### Records provided
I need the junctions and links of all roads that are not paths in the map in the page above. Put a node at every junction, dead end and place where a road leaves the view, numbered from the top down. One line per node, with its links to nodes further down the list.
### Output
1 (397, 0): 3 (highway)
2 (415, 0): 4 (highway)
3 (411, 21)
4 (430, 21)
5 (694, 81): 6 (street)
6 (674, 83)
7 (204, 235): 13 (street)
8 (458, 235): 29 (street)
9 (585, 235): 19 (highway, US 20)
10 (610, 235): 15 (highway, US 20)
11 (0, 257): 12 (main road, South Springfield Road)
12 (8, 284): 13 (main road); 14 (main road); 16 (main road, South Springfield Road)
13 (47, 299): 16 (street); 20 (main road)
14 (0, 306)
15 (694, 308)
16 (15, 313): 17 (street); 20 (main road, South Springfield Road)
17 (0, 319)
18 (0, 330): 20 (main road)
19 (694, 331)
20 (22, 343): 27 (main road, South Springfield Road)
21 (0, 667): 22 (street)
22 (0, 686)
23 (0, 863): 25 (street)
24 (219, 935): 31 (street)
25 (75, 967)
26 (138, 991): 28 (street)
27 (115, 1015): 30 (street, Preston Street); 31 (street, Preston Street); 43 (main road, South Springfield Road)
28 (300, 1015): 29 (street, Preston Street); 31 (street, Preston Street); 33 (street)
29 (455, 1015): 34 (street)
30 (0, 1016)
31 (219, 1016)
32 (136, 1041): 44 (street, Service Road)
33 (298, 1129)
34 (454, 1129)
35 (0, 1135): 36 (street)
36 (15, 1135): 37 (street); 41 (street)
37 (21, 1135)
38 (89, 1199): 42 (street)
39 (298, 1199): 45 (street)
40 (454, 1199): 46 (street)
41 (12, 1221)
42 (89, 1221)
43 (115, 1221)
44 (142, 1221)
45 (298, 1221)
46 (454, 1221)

### Required action
What you give back must match the records word for word.

### Reply to the task
I need the junctions and links of all roads that are not paths in the map in the page above. Put a node at every junction, dead end and place where a road leaves the view, numbered from the top down. One line per node, with its links to nodes further down the list.
### Output
1 (397, 0): 3 (highway)
2 (415, 0): 4 (highway)
3 (411, 21)
4 (430, 21)
5 (694, 81): 6 (street)
6 (674, 83)
7 (204, 235): 13 (street)
8 (458, 235): 29 (street)
9 (585, 235): 19 (highway, US 20)
10 (610, 235): 15 (highway, US 20)
11 (0, 257): 12 (main road, South Springfield Road)
12 (8, 284): 13 (main road); 14 (main road); 16 (main road, South Springfield Road)
13 (47, 299): 16 (street); 20 (main road)
14 (0, 306)
15 (694, 308)
16 (15, 313): 17 (street); 20 (main road, South Springfield Road)
17 (0, 319)
18 (0, 330): 20 (main road)
19 (694, 331)
20 (22, 343): 27 (main road, South Springfield Road)
21 (0, 667): 22 (street)
22 (0, 686)
23 (0, 863): 25 (street)
24 (219, 935): 31 (street)
25 (75, 967)
26 (138, 991): 28 (street)
27 (115, 1015): 30 (street, Preston Street); 31 (street, Preston Street); 43 (main road, South Springfield Road)
28 (300, 1015): 29 (street, Preston Street); 31 (street, Preston Street); 33 (street)
29 (455, 1015): 34 (street)
30 (0, 1016)
31 (219, 1016)
32 (136, 1041): 44 (street, Service Road)
33 (298, 1129)
34 (454, 1129)
35 (0, 1135): 36 (street)
36 (15, 1135): 37 (street); 41 (street)
37 (21, 1135)
38 (89, 1199): 42 (street)
39 (298, 1199): 45 (street)
40 (454, 1199): 46 (street)
41 (12, 1221)
42 (89, 1221)
43 (115, 1221)
44 (142, 1221)
45 (298, 1221)
46 (454, 1221)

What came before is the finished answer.